* [Required action]: For each line in the data below that holds "Mgwanda", return a copy.

* [Records shown]:
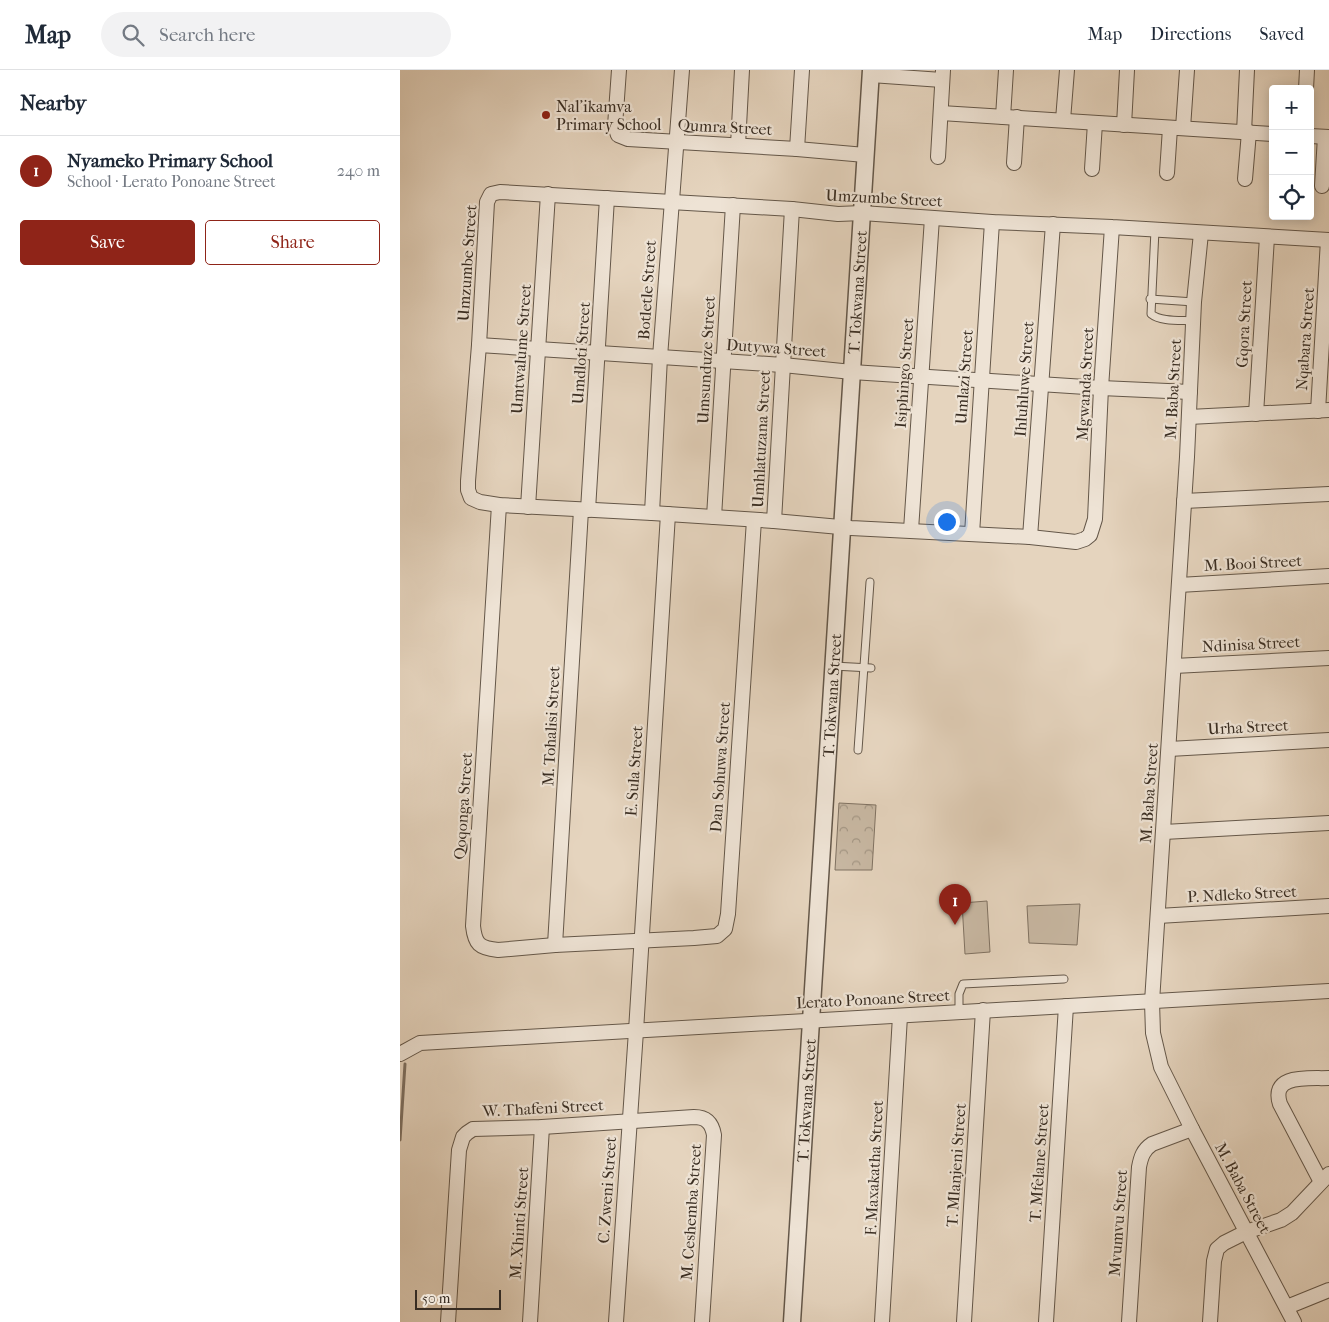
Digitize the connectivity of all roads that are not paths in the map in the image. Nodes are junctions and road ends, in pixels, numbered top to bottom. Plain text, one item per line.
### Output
1 (619, 70) edge
2 (682, 70) edge
3 (742, 70) edge
4 (802, 70) edge
5 (1006, 70) edge
6 (1066, 70) edge
7 (1127, 70) edge
8 (1187, 70) edge
9 (1247, 70) edge
10 (1307, 70) edge
11 (871, 72) edge
12 (943, 75) edge
13 (1306, 85) edge
14 (941, 113) junction
15 (1010, 117) junction
16 (1063, 120) junction
17 (1095, 123) junction
18 (1124, 124) junction
19 (1176, 128) junction
20 (1246, 132) junction
21 (1269, 134) edge
22 (1314, 136) edge
23 (1327, 137) edge
24 (677, 142) junction
25 (738, 145) junction
26 (797, 149) junction
27 (865, 156) junction
28 (938, 157) dead end
29 (1014, 163) dead end
30 (1092, 169) dead end
31 (1167, 173) dead end
32 (1245, 179) dead end
33 (1322, 186) dead end
34 (548, 194) junction
35 (608, 198) junction
36 (670, 201) junction
37 (732, 205) junction
38 (792, 209) junction
39 (862, 213) junction
40 (932, 218) junction
41 (992, 222) junction
42 (1053, 224) junction
43 (1112, 227) junction
44 (1155, 230) junction
45 (1201, 233) junction
46 (1267, 237) junction
47 (1329, 240) edge
48 (1150, 299) junction
49 (1194, 302) junction
50 (1194, 321) junction
51 (479, 345) junction
52 (538, 350) junction
53 (598, 354) junction
54 (660, 358) junction
55 (724, 361) junction
56 (783, 365) junction
57 (852, 372) junction
58 (922, 376) junction
59 (981, 380) junction
60 (1040, 384) junction
61 (1101, 388) junction
62 (1190, 392) junction
63 (1323, 410) edge
64 (1256, 414) junction
65 (1189, 417) junction
66 (1329, 494) edge
67 (1184, 501) junction
68 (499, 505) junction
69 (528, 506) junction
70 (585, 510) junction
71 (652, 513) junction
72 (668, 514) junction
73 (714, 518) junction
74 (754, 520) junction
75 (774, 521) junction
76 (842, 527) junction
77 (912, 530) junction
78 (972, 534) junction
79 (1030, 537) junction
80 (1084, 539) joint
81 (1329, 576) edge
82 (870, 582) dead end
83 (1179, 585) junction
84 (1329, 658) edge
85 (833, 666) junction
86 (1174, 666) junction
87 (867, 668) junction
88 (1329, 740) edge
89 (1169, 749) junction
90 (858, 750) dead end
91 (1329, 824) edge
92 (1164, 832) junction
93 (1329, 906) edge
94 (1158, 916) junction
95 (641, 942) junction
96 (555, 945) junction
97 (1064, 979) dead end
98 (1329, 991) edge
99 (1152, 1002) junction
100 (1066, 1006) junction
101 (983, 1010) junction
102 (959, 1012) junction
103 (900, 1016) junction
104 (811, 1020) junction
105 (636, 1031) junction
106 (400, 1054) edge
107 (1329, 1078) edge
108 (694, 1117) joint
109 (630, 1120) junction
110 (542, 1127) junction
111 (1192, 1129) junction
112 (1325, 1178) edge
113 (1246, 1232) junction
114 (1329, 1290) edge
115 (1287, 1307) junction
116 (448, 1322) edge
117 (530, 1322) edge
118 (616, 1322) edge
119 (702, 1322) edge
120 (792, 1322) edge
121 (882, 1322) edge
122 (964, 1322) edge
123 (1046, 1322) edge
124 (1129, 1322) edge
125 (1210, 1322) edge
126 (1294, 1322) edge

1 - 24 street, Qumra Street
2 - 24 street, Botletle Street
3 - 25 street
4 - 26 street
5 - 15 street
6 - 16 street
7 - 18 street
8 - 19 street
9 - 20 street
10 - 13 street
11 - 12 street
11 - 27 street, T. Tokwana Street
12 - 14 street
14 - 15 street
14 - 28 street
15 - 16 street
15 - 29 street
16 - 17 street
17 - 18 street
17 - 30 street
18 - 19 street
19 - 20 street
19 - 31 street
20 - 21 street
20 - 32 street
22 - 23 street
23 - 33 street
24 - 25 street, Qumra Street
24 - 36 street, Botletle Street
25 - 26 street, Qumra Street
26 - 27 street, Qumra Street
27 - 39 street, T. Tokwana Street
34 - 35 street, Umzumbe Street
34 - 51 street, Umzumbe Street
34 - 52 street, Umtwalume Street
35 - 36 street, Umzumbe Street
35 - 53 street, Umdloti Street
36 - 37 street, Umzumbe Street
36 - 54 street, Botletle Street
37 - 38 street, Umzumbe Street
37 - 55 street, Umsunduze Street
38 - 39 street, Umzumbe Street
38 - 56 street, Umhlatuzana Street
39 - 40 street, Umzumbe Street
39 - 57 street, T. Tokwana Street
40 - 41 street, Umzumbe Street
40 - 58 street, Isiphingo Street
41 - 42 street, Umzumbe Street
41 - 59 street, Umlazi Street
42 - 43 street, Umzumbe Street
42 - 60 street, Ihluhluwe Street
43 - 44 street, Umzumbe Street
43 - 61 street, Mgwanda Street
44 - 45 street, Umzumbe Street
44 - 48 lane
45 - 46 street, Umzumbe Street
45 - 49 street, M. Baba Street
46 - 47 street, Umzumbe Street
46 - 64 street, Gqora Street
47 - 63 street, Nqabara Street
48 - 49 lane
48 - 50 lane
49 - 50 street, M. Baba Street
50 - 62 street, M. Baba Street
51 - 52 street, Dutywa Street
51 - 68 street, Umzumbe Street
52 - 53 street, Dutywa Street
52 - 69 street, Umtwalume Street
53 - 54 street, Dutywa Street
53 - 70 street, Umdloti Street
54 - 55 street, Dutywa Street
54 - 71 street, Botletle Street
55 - 56 street, Dutywa Street
55 - 73 street, Umsunduze Street
56 - 57 street, Dutywa Street
56 - 75 street, Umhlatuzana Street
57 - 58 street, Dutywa Street
57 - 76 street, T. Tokwana Street
58 - 59 street, Dutywa Street
58 - 77 street, Isiphingo Street
59 - 60 street, Dutywa Street
59 - 78 street, Umlazi Street
60 - 61 street, Dutywa Street
60 - 79 street, Ihluhluwe Street
61 - 62 street, Dutywa Street
61 - 80 street, Mgwanda Street
62 - 65 street, M. Baba Street
63 - 64 street
64 - 65 street
65 - 67 street, M. Baba Street
66 - 67 street
67 - 83 street, M. Baba Street
68 - 69 street, Umzumbe Street
68 - 96 street, Qoqonga Street
69 - 70 street, Umzumbe Street
70 - 71 street, Umzumbe Street
70 - 96 street, M. Tohalisi Street
71 - 72 street, Umzumbe Street
72 - 73 street, Umzumbe Street
72 - 95 street, E. Sula Street
73 - 74 street, Umzumbe Street
74 - 75 street, Umzumbe Street
74 - 95 street, Dan Sohuwa Street
75 - 76 street, Umzumbe Street
76 - 77 street, Umzumbe Street
76 - 85 street, T. Tokwana Street
77 - 78 street, Umzumbe Street
78 - 79 street, Umzumbe Street
79 - 80 street, Umzumbe Street
81 - 83 street, M. Booi Street
82 - 87 lane
83 - 86 street, M. Baba Street
84 - 86 street, Ndinisa Street
85 - 87 lane
85 - 104 street, T. Tokwana Street
86 - 89 street, M. Baba Street
87 - 90 lane
88 - 89 street, Urha Street
89 - 92 street, M. Baba Street
91 - 92 street
92 - 94 street, M. Baba Street
93 - 94 street, P. Ndleko Street
94 - 99 street, M. Baba Street
95 - 96 street, Qoqonga Street
95 - 105 street, E. Sula Street
97 - 102 lane
98 - 99 street, Lerato Ponoane Street
99 - 100 street, Lerato Ponoane Street
99 - 111 street, M. Baba Street
100 - 101 street, Lerato Ponoane Street
100 - 123 street, T. Mfelane Street
101 - 102 street, Lerato Ponoane Street
101 - 122 street, T. Mlanjeni Street
102 - 103 street, Lerato Ponoane Street
103 - 104 street, Lerato Ponoane Street
103 - 121 street, F. Maxakatha Street
104 - 105 street, Lerato Ponoane Street
104 - 120 street, T. Tokwana Street
105 - 106 street, Lerato Ponoane Street
105 - 109 street, C. Zweni Street
107 - 112 street
108 - 109 street, W. Thafeni Street
108 - 119 street, M. Ceshemba Street
109 - 110 street, W. Thafeni Street
109 - 118 street, C. Zweni Street
110 - 116 street, W. Thafeni Street
110 - 117 street, M. Xhinti Street
111 - 113 street, M. Baba Street
111 - 124 street, Mvumvu Street
112 - 113 street
113 - 115 street, M. Baba Street
113 - 125 street
114 - 115 street
115 - 126 street, M. Baba Street

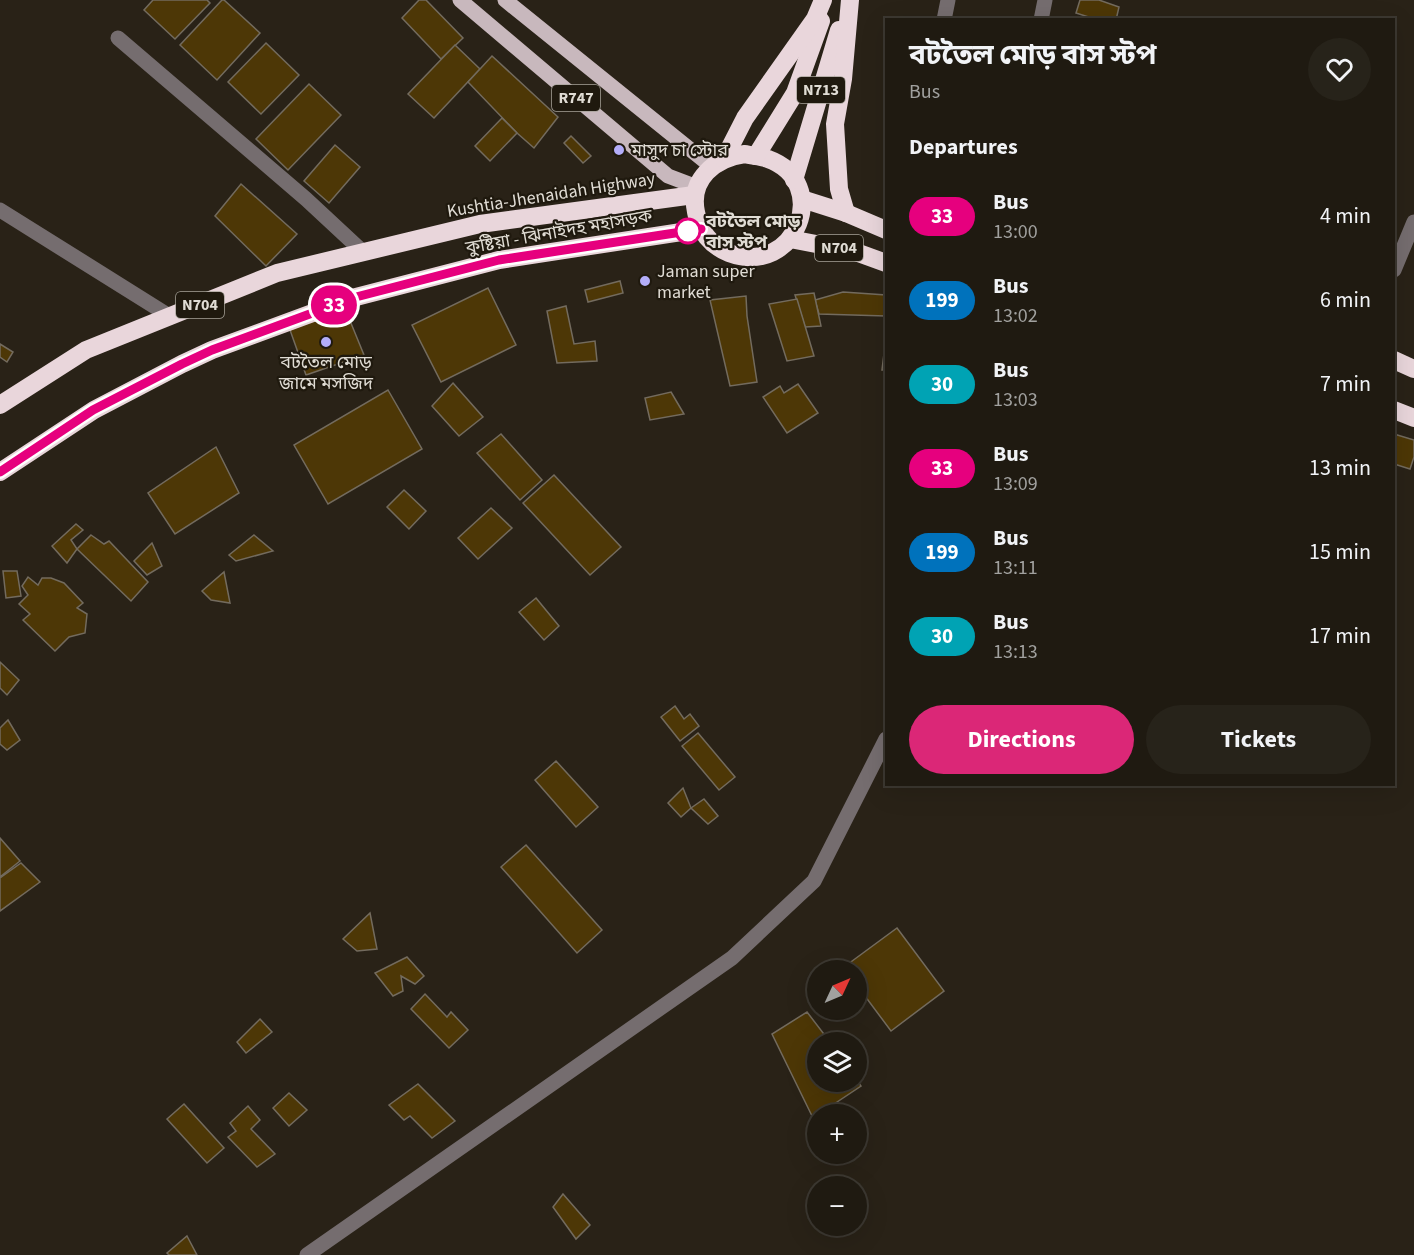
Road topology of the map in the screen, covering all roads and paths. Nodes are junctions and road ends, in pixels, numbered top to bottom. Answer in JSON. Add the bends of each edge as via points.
{"nodes":[{"id":1,"x":460,"y":0,"type":"edge"},
{"id":2,"x":505,"y":0,"type":"edge"},
{"id":3,"x":823,"y":0,"type":"edge"},
{"id":4,"x":828,"y":0,"type":"edge"},
{"id":5,"x":849,"y":0,"type":"edge"},
{"id":6,"x":948,"y":0,"type":"edge"},
{"id":7,"x":1045,"y":0,"type":"edge"},
{"id":8,"x":944,"y":18,"type":"edge"},
{"id":9,"x":1041,"y":18,"type":"edge"},
{"id":10,"x":118,"y":38,"type":"dead end"},
{"id":11,"x":756,"y":156,"type":"junction"},
{"id":12,"x":718,"y":163,"type":"junction"},
{"id":13,"x":794,"y":180,"type":"junction"},
{"id":14,"x":696,"y":191,"type":"junction"},
{"id":15,"x":802,"y":200,"type":"junction"},
{"id":16,"x":0,"y":210,"type":"edge"},
{"id":17,"x":846,"y":213,"type":"junction"},
{"id":18,"x":1414,"y":222,"type":"edge"},
{"id":19,"x":701,"y":229,"type":"junction"},
{"id":20,"x":885,"y":230,"type":"edge"},
{"id":21,"x":790,"y":239,"type":"junction"},
{"id":22,"x":363,"y":252,"type":"junction"},
{"id":23,"x":885,"y":263,"type":"edge"},
{"id":24,"x":1395,"y":268,"type":"edge"},
{"id":25,"x":171,"y":317,"type":"junction"},
{"id":26,"x":1395,"y":360,"type":"edge"},
{"id":27,"x":1414,"y":369,"type":"edge"},
{"id":28,"x":0,"y":405,"type":"edge"},
{"id":29,"x":1395,"y":410,"type":"edge"},
{"id":30,"x":1414,"y":418,"type":"edge"},
{"id":31,"x":0,"y":472,"type":"edge"},
{"id":32,"x":885,"y":742,"type":"edge"},
{"id":33,"x":307,"y":1255,"type":"edge"}],
"edges":[{"from":1,"to":14,"type":"main road","number":"R747","via":[[668,176]]},
{"from":2,"to":12,"type":"main road"},
{"from":3,"to":12,"type":"highway","via":[[815,19]]},
{"from":4,"to":11,"type":"highway","number":"N713","via":[[795,93]]},
{"from":5,"to":13,"type":"highway","number":"N713"},
{"from":5,"to":17,"type":"highway","via":[[836,124],[839,189]]},
{"from":6,"to":8,"type":"street"},
{"from":7,"to":9,"type":"street"},
{"from":10,"to":22,"type":"street"},
{"from":11,"to":12,"type":"highway","via":[[745,154]]},
{"from":11,"to":13,"type":"highway","via":[[768,159]]},
{"from":12,"to":14,"type":"highway","via":[[699,182]]},
{"from":13,"to":15,"type":"highway"},
{"from":14,"to":19,"type":"highway"},
{"from":14,"to":22,"type":"highway","name":"Kushtia-Jhenaidah Highway","number":"N704","via":[[480,224]]},
{"from":15,"to":17,"type":"highway"},
{"from":15,"to":21,"type":"highway","via":[[797,227]]},
{"from":16,"to":25,"type":"street"},
{"from":17,"to":20,"type":"highway"},
{"from":18,"to":24,"type":"street"},
{"from":19,"to":21,"type":"highway","via":[[715,246],[737,256],[767,255]]},
{"from":19,"to":31,"type":"highway","name":"কুষ্টিয়া - ঝিনাইদহ মহাসড়ক","number":"N704","via":[[499,260],[356,297],[182,364],[93,410]]},
{"from":21,"to":23,"type":"highway","number":"N704","via":[[853,251]]},
{"from":22,"to":25,"type":"highway","number":"N704","via":[[277,273]]},
{"from":25,"to":28,"type":"highway","number":"N704","via":[[86,350]]},
{"from":26,"to":27,"type":"highway"},
{"from":29,"to":30,"type":"highway"},
{"from":32,"to":33,"type":"street","via":[[814,881],[732,958]]}]}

* [Solution to this exercise]:
43 - 61 street, Mgwanda Street
61 - 80 street, Mgwanda Street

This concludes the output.